Race has been called for Cortez-Masto, the remaining votes are from strongly Democratic areas and her winning margin will only increase as the remaining votes come in.
Best Republicans can hope for now is to keep it at 50-50 by winning Georgia.
This also ensures that Biden’s judicial nominees will continue to move. Probably faster now since the Senate won’t bother moving legislation that would just die in the Republican House.
The election proves the power of the city while the progressive agenda advances with urban areas advancing. The first post-Limbaugh era election ends with an even bigger progressive majority ready to impose their ban on talk radio.
Maybe quit Regurgibleeting Trump’s election lies. The general population isn’t buying it. Our elections aren’t perfect, but there is not some grand conspiracy to steal elections from Republicans. It’s their messaging or lack there of that is doing it.
Please define “what it should” and we will need another important factor and that is what method of counting are you basing that on? (The two option typically being a hand count by multiple human beings or a tabulation machine where optical scanning counts the ballot.)
Once we know those two factors the rest is a fairly simple mental exercise call “math” as applied to a logistical situation.
Through motion and time study we can define the average time for counting a single ballot and the manpower required for each situation. For example for a single hand count ballot you need two election officials that agree on the ballots vote, if there is a question then you need an Election Judge to make the final call, and in addition there will need to be party observers.
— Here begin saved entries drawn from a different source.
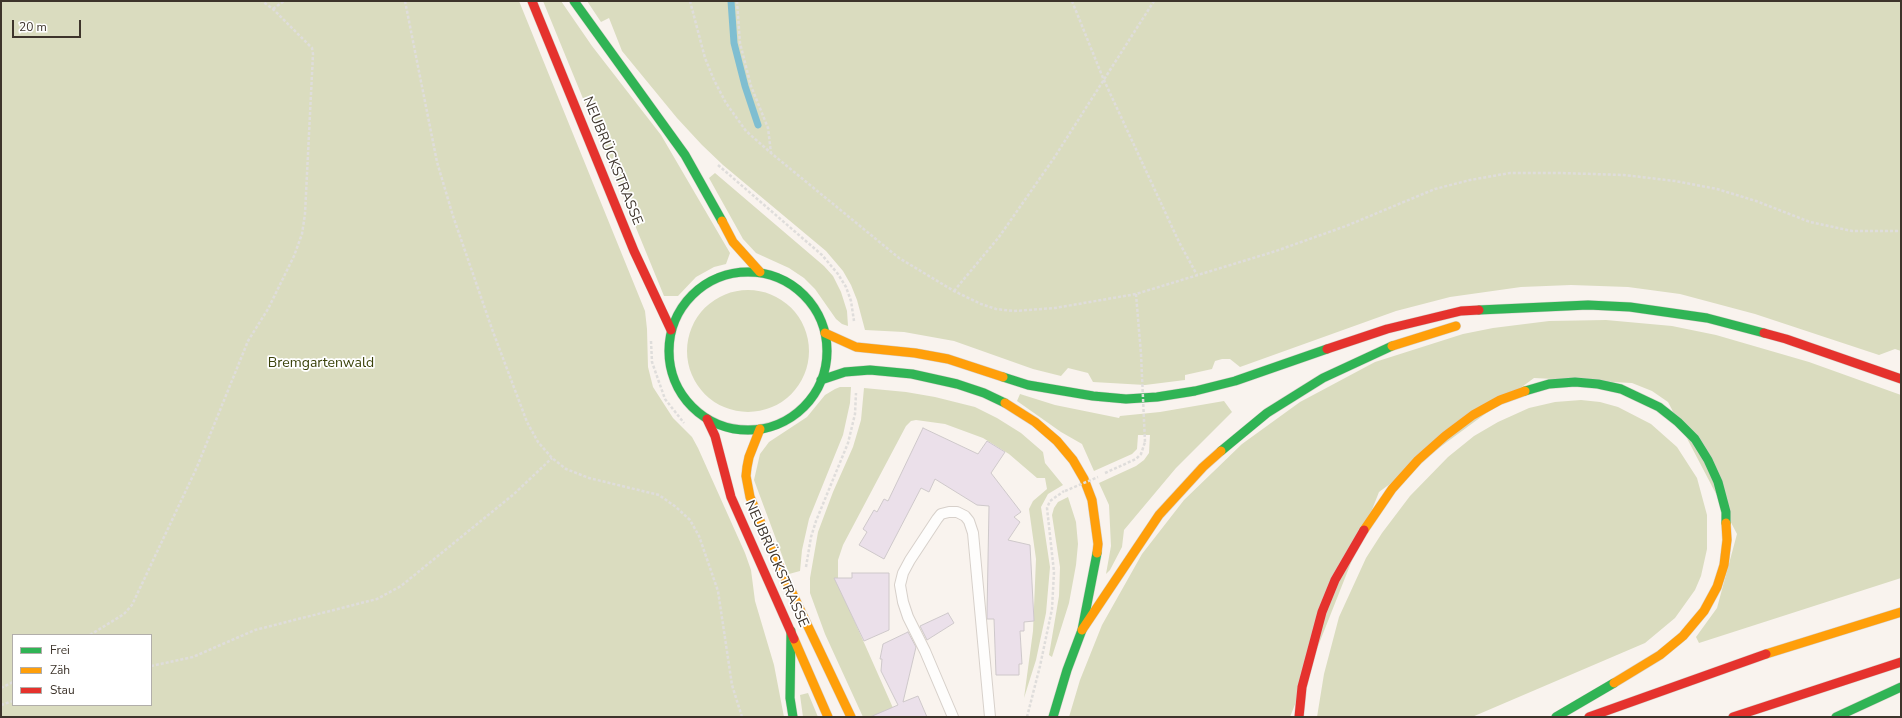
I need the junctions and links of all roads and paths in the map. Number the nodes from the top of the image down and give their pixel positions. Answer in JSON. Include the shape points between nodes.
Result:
{"nodes":[{"id":1,"x":262,"y":1,"type":"edge"},
{"id":2,"x":284,"y":1,"type":"edge"},
{"id":3,"x":404,"y":1,"type":"edge"},
{"id":4,"x":532,"y":1,"type":"edge"},
{"id":5,"x":574,"y":1,"type":"edge"},
{"id":6,"x":690,"y":1,"type":"edge"},
{"id":7,"x":737,"y":1,"type":"edge"},
{"id":8,"x":1072,"y":1,"type":"edge"},
{"id":9,"x":1154,"y":1,"type":"edge"},
{"id":10,"x":273,"y":9,"type":"junction"},
{"id":11,"x":1103,"y":78,"type":"junction"},
{"id":12,"x":771,"y":153,"type":"junction"},
{"id":13,"x":714,"y":161,"type":"dead end"},
{"id":14,"x":1901,"y":231,"type":"edge"},
{"id":15,"x":760,"y":272,"type":"junction"},
{"id":16,"x":1198,"y":275,"type":"junction"},
{"id":17,"x":954,"y":291,"type":"junction"},
{"id":18,"x":1136,"y":294,"type":"junction"},
{"id":19,"x":1519,"y":309,"type":"junction"},
{"id":20,"x":1485,"y":319,"type":"dead end"},
{"id":21,"x":854,"y":322,"type":"dead end"},
{"id":22,"x":1464,"y":324,"type":"dead end"},
{"id":23,"x":671,"y":330,"type":"junction"},
{"id":24,"x":825,"y":333,"type":"junction"},
{"id":25,"x":651,"y":336,"type":"dead end"},
{"id":26,"x":1901,"y":379,"type":"edge"},
{"id":27,"x":822,"y":380,"type":"junction"},
{"id":28,"x":856,"y":389,"type":"dead end"},
{"id":29,"x":707,"y":419,"type":"junction"},
{"id":30,"x":688,"y":428,"type":"dead end"},
{"id":31,"x":760,"y":429,"type":"junction"},
{"id":32,"x":552,"y":458,"type":"junction"},
{"id":33,"x":805,"y":572,"type":"dead end"},
{"id":34,"x":1901,"y":612,"type":"edge"},
{"id":35,"x":1082,"y":630,"type":"junction"},
{"id":36,"x":791,"y":632,"type":"junction"},
{"id":37,"x":92,"y":634,"type":"edge"},
{"id":38,"x":1901,"y":662,"type":"edge"},
{"id":39,"x":152,"y":666,"type":"edge"},
{"id":40,"x":12,"y":682,"type":"edge"},
{"id":41,"x":1901,"y":687,"type":"edge"},
{"id":42,"x":1,"y":688,"type":"edge"},
{"id":43,"x":12,"y":701,"type":"edge"},
{"id":44,"x":1,"y":705,"type":"edge"},
{"id":45,"x":742,"y":717,"type":"edge"},
{"id":46,"x":793,"y":717,"type":"edge"},
{"id":47,"x":828,"y":717,"type":"edge"},
{"id":48,"x":851,"y":717,"type":"edge"},
{"id":49,"x":952,"y":717,"type":"edge"},
{"id":50,"x":990,"y":717,"type":"edge"},
{"id":51,"x":1027,"y":717,"type":"edge"},
{"id":52,"x":1053,"y":717,"type":"edge"},
{"id":53,"x":1298,"y":717,"type":"edge"},
{"id":54,"x":1556,"y":717,"type":"edge"},
{"id":55,"x":1589,"y":717,"type":"edge"},
{"id":56,"x":1733,"y":717,"type":"edge"},
{"id":57,"x":1836,"y":717,"type":"edge"}],
"edges":[{"from":1,"to":10,"type":"path"},
{"from":2,"to":10,"type":"path"},
{"from":3,"to":32,"type":"path","via":[[437,162],[453,216],[527,422],[538,442]]},
{"from":4,"to":23,"type":"main road","name":"NEUBRÜCKSTRASSE","via":[[634,250]]},
{"from":5,"to":15,"type":"main road","via":[[685,155],[733,242]]},
{"from":6,"to":12,"type":"path","via":[[705,58],[726,103],[746,131]]},
{"from":7,"to":12,"type":"path","via":[[740,43],[751,86],[768,128]]},
{"from":8,"to":11,"type":"path"},
{"from":9,"to":11,"type":"path"},
{"from":10,"to":37,"type":"path","via":[[312,48],[313,54],[302,234],[278,289],[248,341],[197,467],[132,605],[124,614]]},
{"from":11,"to":16,"type":"path","via":[[1179,242]]},
{"from":11,"to":17,"type":"path","via":[[1054,158],[999,237]]},
{"from":12,"to":17,"type":"path","via":[[899,258]]},
{"from":13,"to":21,"type":"path","via":[[822,255],[846,287]]},
{"from":14,"to":16,"type":"path","via":[[1852,231],[1810,222],[1717,189],[1675,181],[1624,175],[1510,173],[1435,189],[1276,251]]},
{"from":15,"to":23,"type":"main road","via":[[722,276],[704,284],[689,297],[678,312]]},
{"from":15,"to":24,"type":"main road","via":[[795,287],[809,300],[819,316]]},
{"from":16,"to":18,"type":"path"},
{"from":17,"to":18,"type":"path","via":[[996,309],[1014,311],[1076,306]]},
{"from":18,"to":51,"type":"path","bridge":true,"via":[[1145,442],[1141,454],[1136,459],[1065,491],[1050,501],[1047,508],[1054,572],[1052,609]]},
{"from":19,"to":20,"type":"main road"},
{"from":19,"to":24,"type":"main road","via":[[1461,311],[1426,319],[1387,329],[1235,381],[1157,397],[1093,396],[1043,388],[948,359],[856,347]]},
{"from":19,"to":26,"type":"main road","via":[[1588,305],[1630,307],[1707,318],[1786,339]]},
{"from":22,"to":35,"type":"main road","via":[[1392,346],[1342,368],[1292,397],[1244,431],[1203,467],[1159,515]]},
{"from":23,"to":29,"type":"main road","via":[[669,364],[674,380],[682,396]]},
{"from":24,"to":27,"type":"main road","via":[[827,357]]},
{"from":25,"to":30,"type":"path","via":[[652,362],[665,399]]},
{"from":27,"to":31,"type":"main road","via":[[814,395],[791,418]]},
{"from":27,"to":35,"type":"main road","via":[[845,372],[870,370],[935,378],[984,393],[1009,405],[1058,441],[1084,479],[1092,500],[1096,522],[1098,544]]},
{"from":28,"to":33,"type":"path","via":[[855,414],[848,443],[816,521]]},
{"from":29,"to":31,"type":"main road","via":[[742,430]]},
{"from":29,"to":36,"type":"main road","name":"NEUBRÜCKSTRASSE","via":[[715,436],[731,497]]},
{"from":31,"to":48,"type":"main road","name":"NEUBRÜCKSTRASSE","via":[[747,467],[750,497],[777,561]]},
{"from":32,"to":39,"type":"path","via":[[514,494],[401,586],[377,599],[255,630],[193,657]]},
{"from":32,"to":45,"type":"path","via":[[566,469],[589,478],[659,495],[676,506],[690,520],[699,536],[718,592],[732,684]]},
{"from":34,"to":55,"type":"main road","via":[[1774,651]]},
{"from":35,"to":52,"type":"main road"},
{"from":36,"to":46,"type":"main road","via":[[790,698]]},
{"from":36,"to":47,"type":"main road","name":"NEUBRÜCKSTRASSE"},
{"from":38,"to":56,"type":"main road"},
{"from":40,"to":42,"type":"path"},
{"from":41,"to":57,"type":"main road"},
{"from":43,"to":44,"type":"path"},
{"from":49,"to":50,"type":"lane","via":[[902,602],[900,585],[910,560],[937,519],[941,514],[949,512],[965,516],[972,533]]},
{"from":53,"to":54,"type":"main road","via":[[1311,649],[1335,580],[1372,516],[1418,460],[1467,419],[1500,400],[1549,384],[1598,384],[1621,389],[1659,407],[1694,439],[1718,482],[1726,512],[1725,559],[1714,593],[1704,612],[1684,636],[1660,655]]}]}
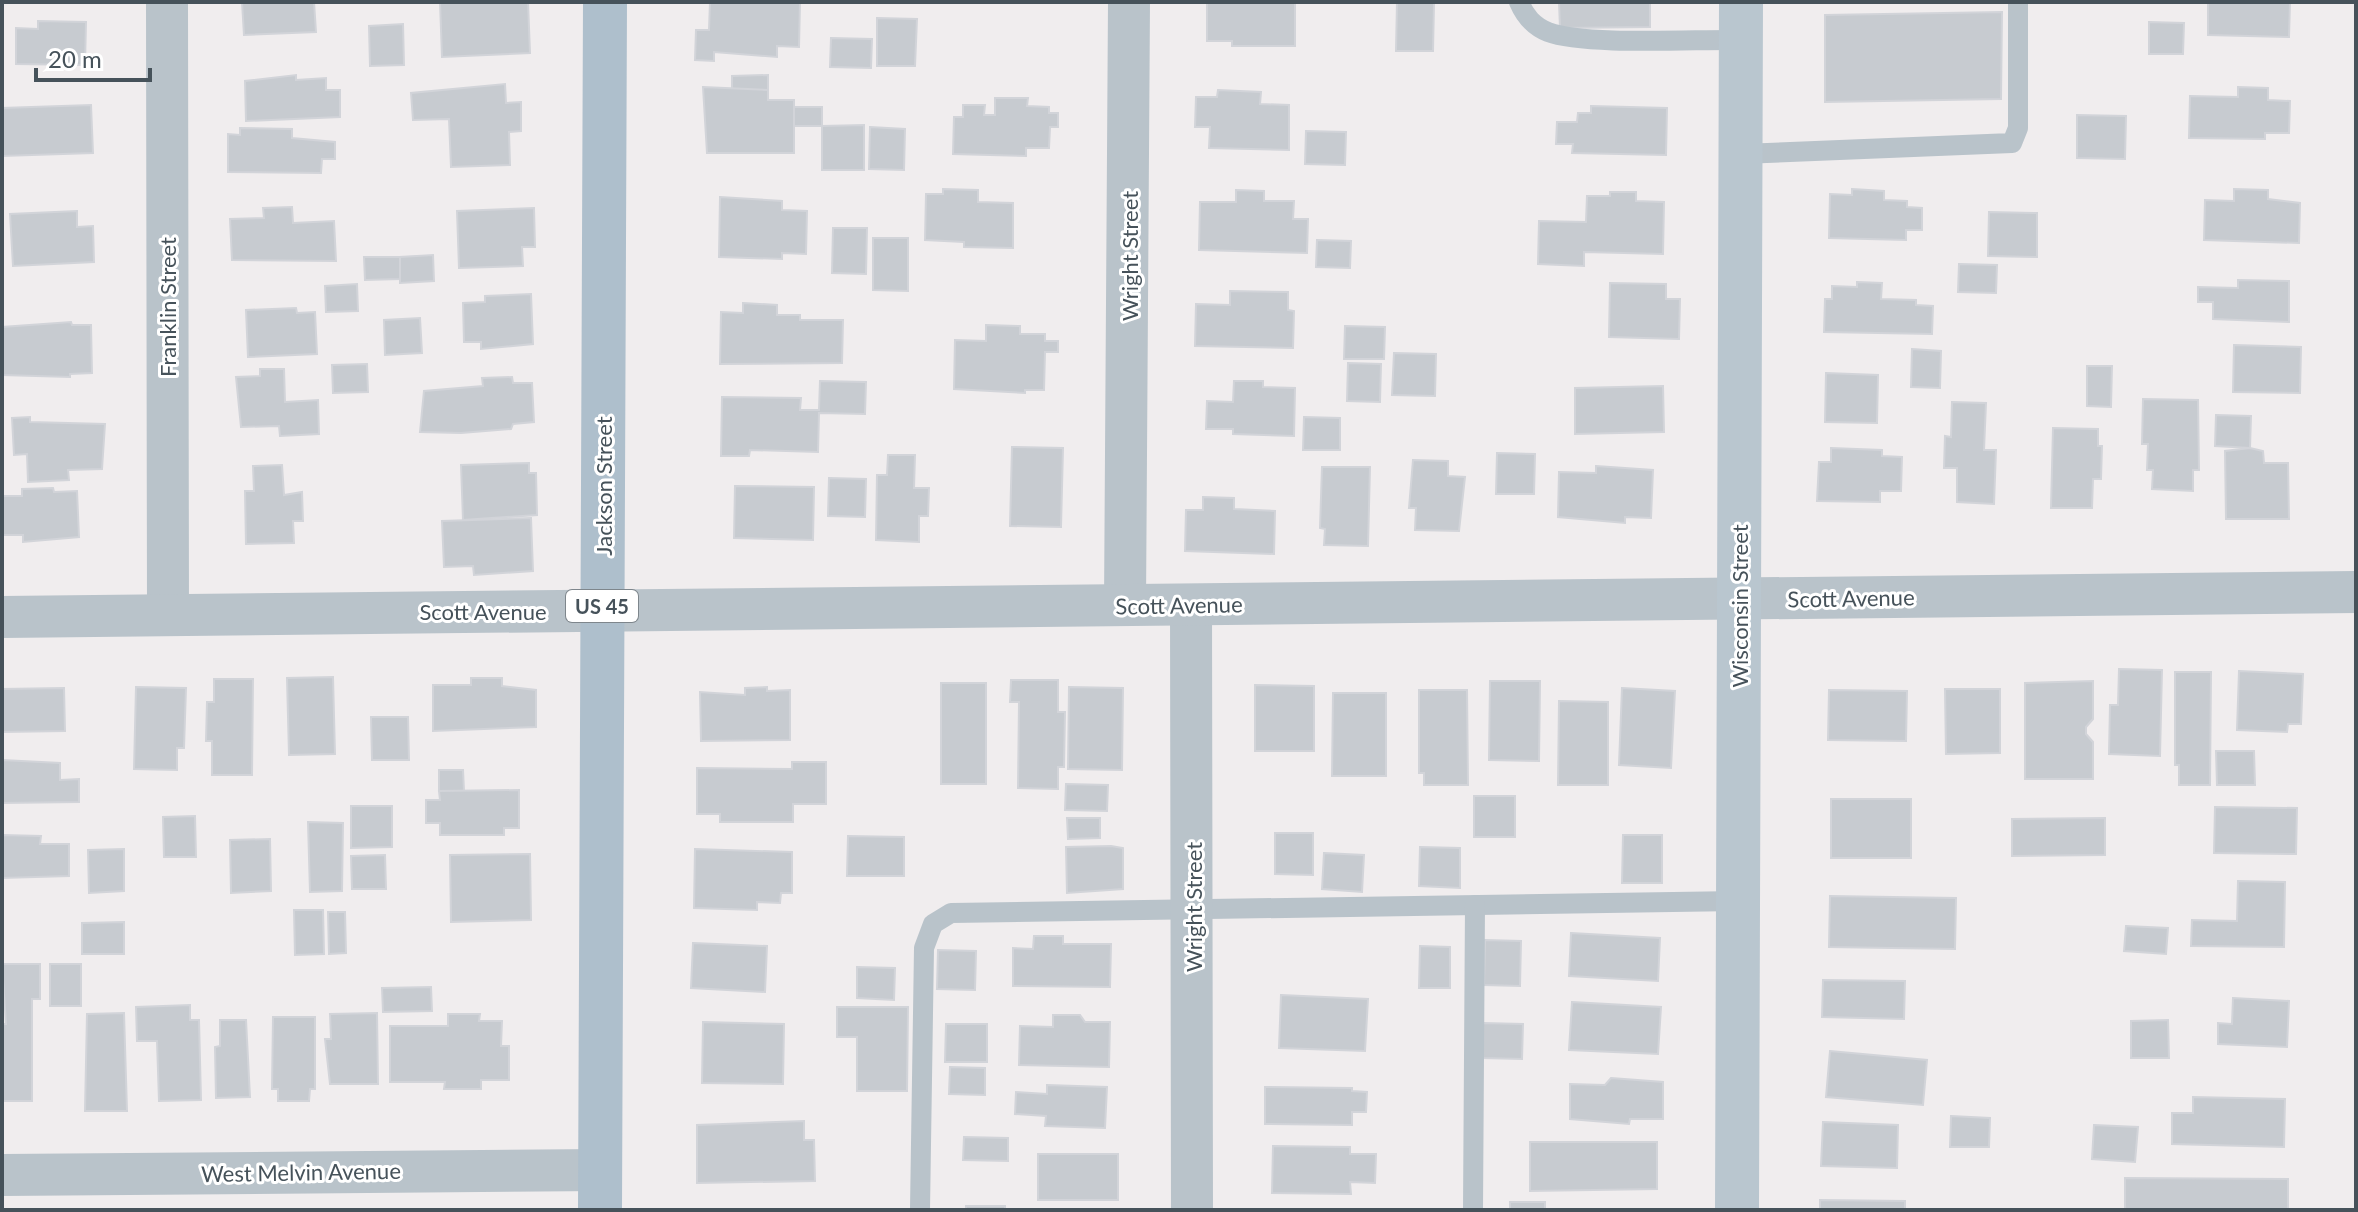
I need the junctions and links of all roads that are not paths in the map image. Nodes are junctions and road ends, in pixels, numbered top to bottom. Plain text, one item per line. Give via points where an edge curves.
1 (167, 2) edge
2 (605, 2) edge
3 (1129, 2) edge
4 (1519, 2) edge
5 (2018, 2) edge
6 (1741, 21) edge
7 (1741, 154) junction
8 (2356, 592) edge
9 (1738, 600) junction
10 (1125, 605) junction
11 (1191, 605) junction
12 (602, 610) junction
13 (168, 613) junction
14 (2, 617) edge
15 (1739, 901) junction
16 (1475, 905) junction
17 (1194, 908) junction
18 (2, 1175) edge
19 (600, 1190) edge
20 (920, 1210) edge
21 (1192, 1210) edge
22 (1473, 1210) edge
23 (1737, 1210) edge

1 - 13 street, Franklin Street
2 - 12 main road, Jackson Street / US 45
3 - 10 street, Wright Street
4 - 6 lane via 1526,18 1549,32 1598,38
5 - 7 lane via 2018,128 2012,143
6 - 7 street, Wisconsin Street
7 - 9 street, Wisconsin Street
8 - 9 street, Scott Avenue
9 - 11 street, Scott Avenue
9 - 15 street, Wisconsin Street
10 - 11 street, Scott Avenue
10 - 12 street, Scott Avenue
11 - 17 street, Wright Street
12 - 13 street, Scott Avenue
12 - 19 main road, Jackson Street / US 45
13 - 14 street, Scott Avenue
15 - 16 lane
15 - 23 street, Wisconsin Street
16 - 17 lane
16 - 22 lane
17 - 20 lane via 951,913 933,924 924,948
17 - 21 street, Wright Street
18 - 19 street, West Melvin Avenue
It gets complicated because while you need two people to count the ballots, the Election Judge can oversee multiple stations, that means his/her time is accounted on a fractional basis. Volunteer observers are not required, however the number of observers the parties will need is a function of the number of counting stations.
Of course you need different motion and time studies for mail-in/dropoff ballots because they take more time because it becomes a two part process: security validation and then counting the separated ballot once counting is done.
As I said after that it’s all math. Define the method of counting and define the amount of time allowed for counting.
X Amount of time for tabulation counting * number ballots to be counted
Y Amount of time for security processing for mail-in drop off ballots * number of ballots to be counted
.
.
That establishes the baseline of how long to count all ballots in man-minutes. Given the trough put of either hand counting or tabulator counting you can know how long it takes as a function of (a) staff available and/or tabulations machines available.
.
.
So you can have fast accurate counts, you(c) just have to be willing to fund the infrastructure in terms of labor and machines to support the logistical parameters that defined the desire outcome.
Oh, don’t forget to factor into your calculations of “reasonable time” state law that defines WHEN mail-in/dropoff ballots can even begin to be processed. If the security process can occur prior to election day and then those ballots counted on election day that significantly changes the logistical equations. On the other hand if these can’t begin to be processed until Election Day or after polls close - then that will mean even more manpower and equipment to achieve the logistical goal.
It’s not really that hard. It’s defining the steps and then calculating it out.
Rarely, if ever. In close elections DEMs always seem to find just enough votes to push them over the top. That’s why I strongly believe DEMs will somehow find a way to keep the House.